(TASK): Repeat verbatim what the listing holds, but not its pictures.

(PROVIDED INFORMATION):

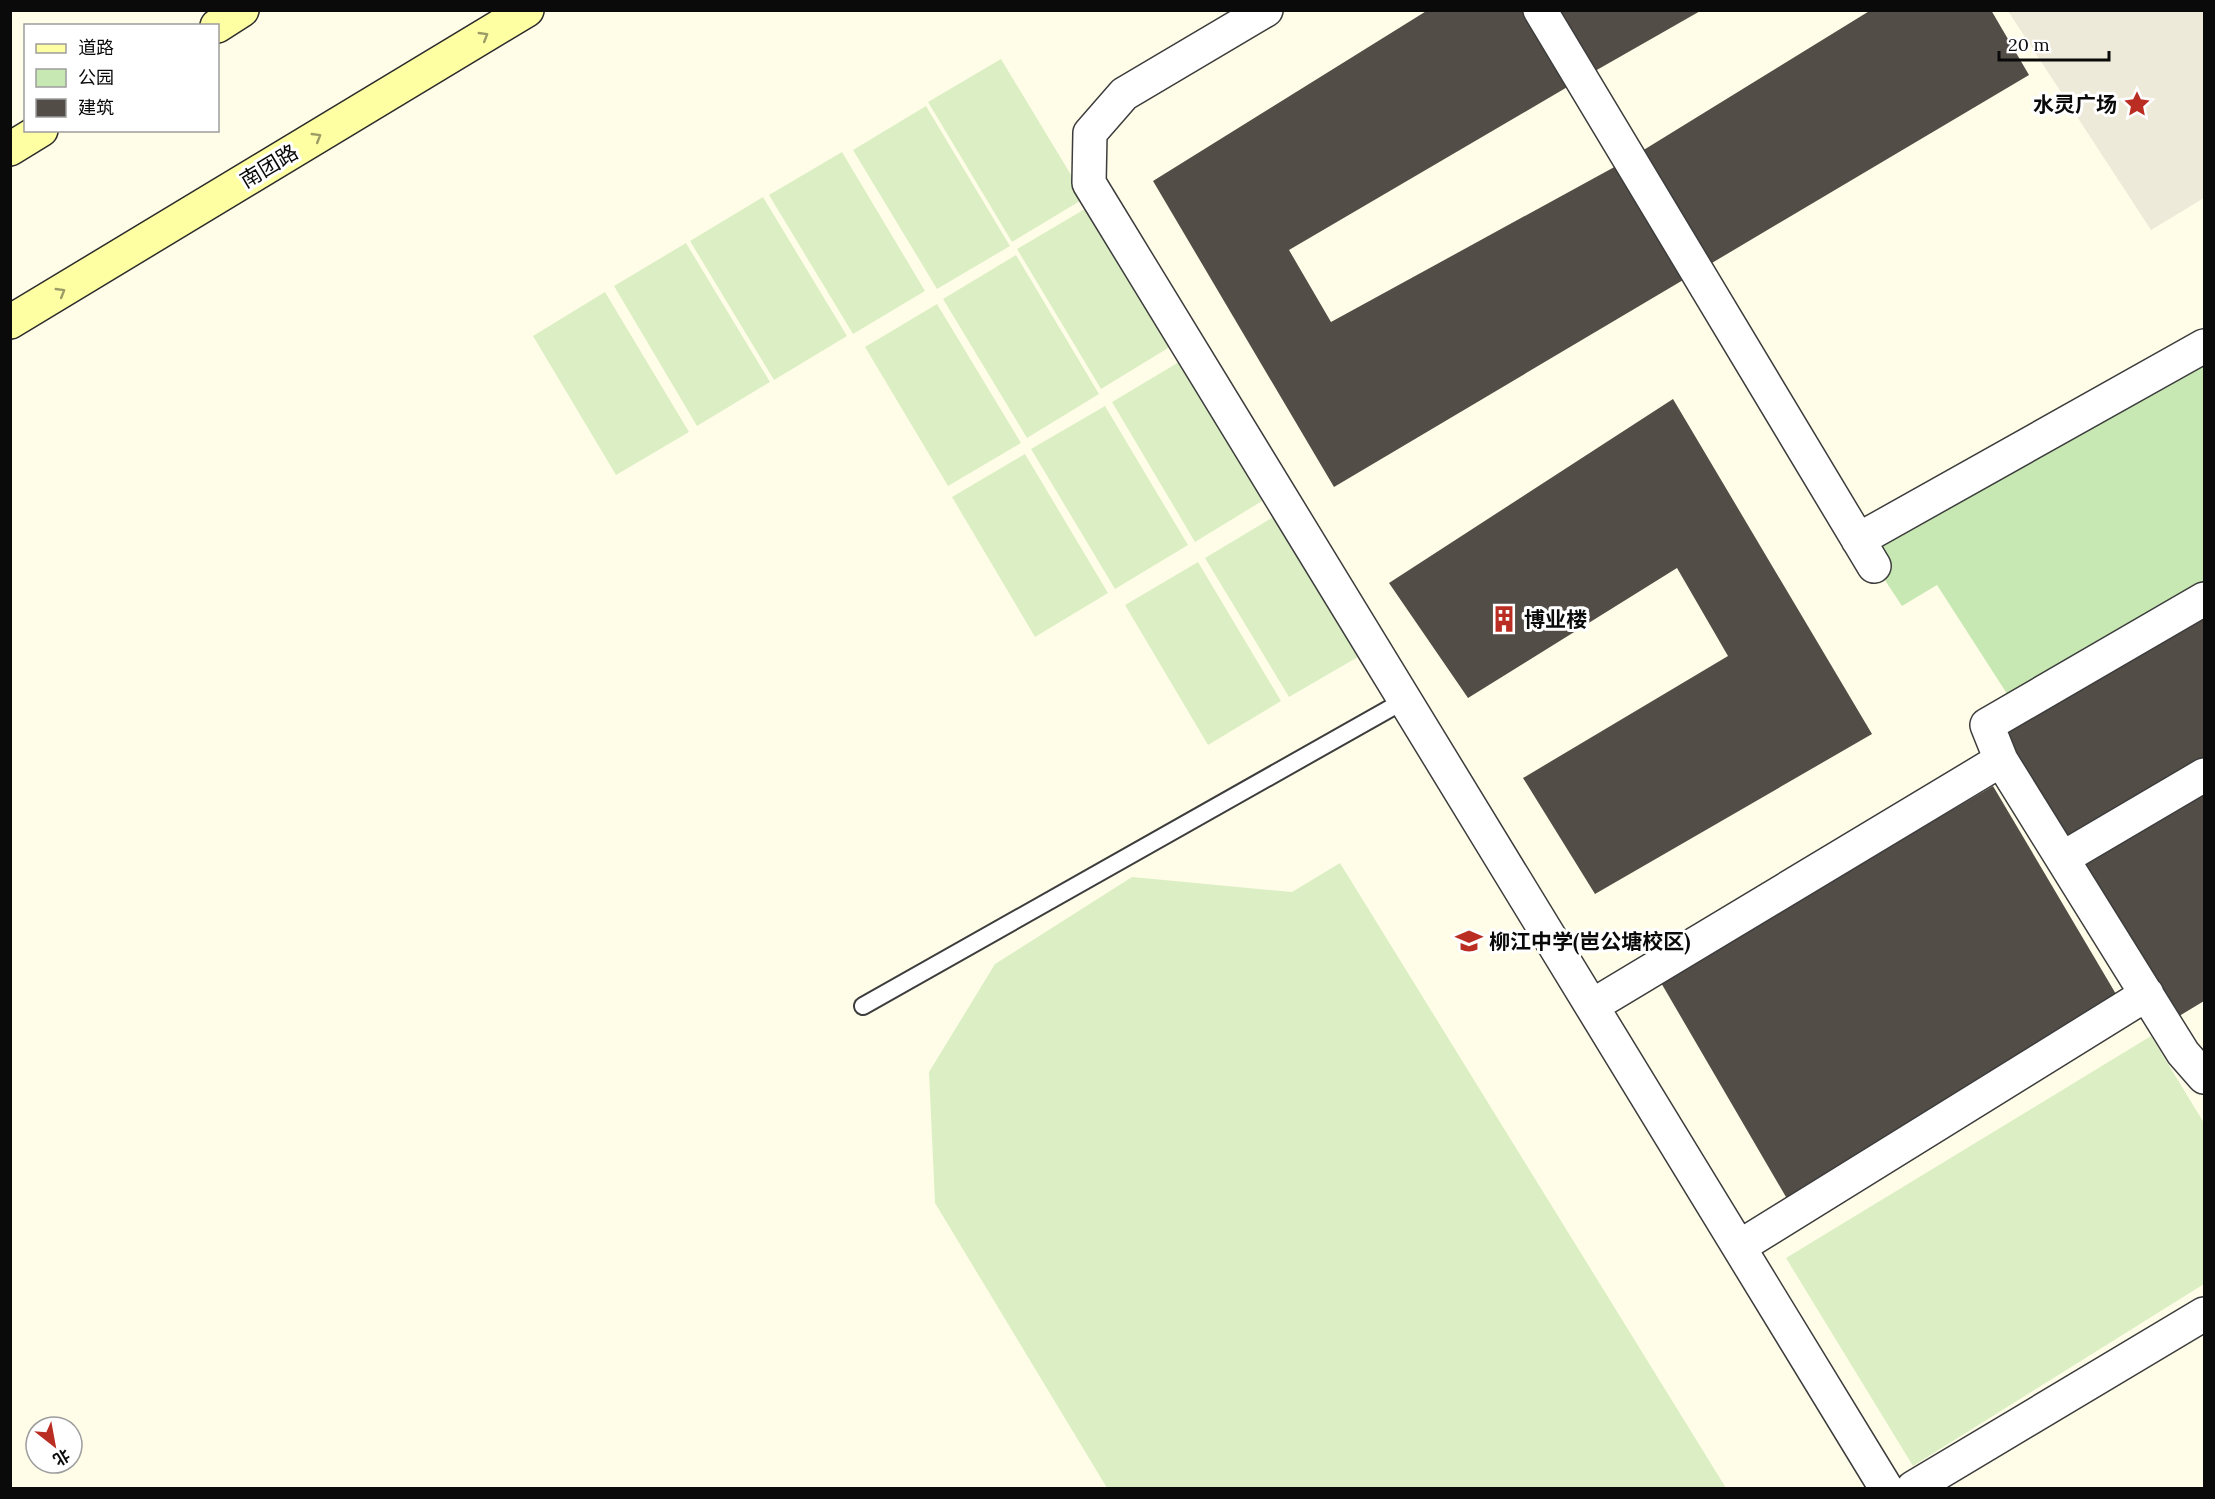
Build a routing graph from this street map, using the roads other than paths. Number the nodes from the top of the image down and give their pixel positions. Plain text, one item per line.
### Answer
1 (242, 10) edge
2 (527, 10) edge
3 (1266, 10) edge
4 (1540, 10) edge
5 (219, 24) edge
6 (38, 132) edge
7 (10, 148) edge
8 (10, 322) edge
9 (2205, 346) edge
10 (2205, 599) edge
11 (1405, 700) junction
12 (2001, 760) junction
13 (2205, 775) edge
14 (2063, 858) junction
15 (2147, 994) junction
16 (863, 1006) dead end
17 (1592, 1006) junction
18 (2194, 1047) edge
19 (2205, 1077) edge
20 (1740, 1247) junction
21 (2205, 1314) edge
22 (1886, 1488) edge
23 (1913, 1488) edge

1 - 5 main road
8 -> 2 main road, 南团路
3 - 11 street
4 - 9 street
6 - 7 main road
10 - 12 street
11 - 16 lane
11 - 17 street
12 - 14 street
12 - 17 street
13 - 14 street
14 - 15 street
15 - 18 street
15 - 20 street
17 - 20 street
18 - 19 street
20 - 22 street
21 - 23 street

(RESPONSE TO THE TASK):
Build a routing graph from this street map, using the roads other than paths. Number the nodes from the top of the image down and give their pixel positions. Plain text, one item per line.
### Answer
1 (242, 10) edge
2 (527, 10) edge
3 (1266, 10) edge
4 (1540, 10) edge
5 (219, 24) edge
6 (38, 132) edge
7 (10, 148) edge
8 (10, 322) edge
9 (2205, 346) edge
10 (2205, 599) edge
11 (1405, 700) junction
12 (2001, 760) junction
13 (2205, 775) edge
14 (2063, 858) junction
15 (2147, 994) junction
16 (863, 1006) dead end
17 (1592, 1006) junction
18 (2194, 1047) edge
19 (2205, 1077) edge
20 (1740, 1247) junction
21 (2205, 1314) edge
22 (1886, 1488) edge
23 (1913, 1488) edge

1 - 5 main road
8 -> 2 main road, 南团路
3 - 11 street
4 - 9 street
6 - 7 main road
10 - 12 street
11 - 16 lane
11 - 17 street
12 - 14 street
12 - 17 street
13 - 14 street
14 - 15 street
15 - 18 street
15 - 20 street
17 - 20 street
18 - 19 street
20 - 22 street
21 - 23 street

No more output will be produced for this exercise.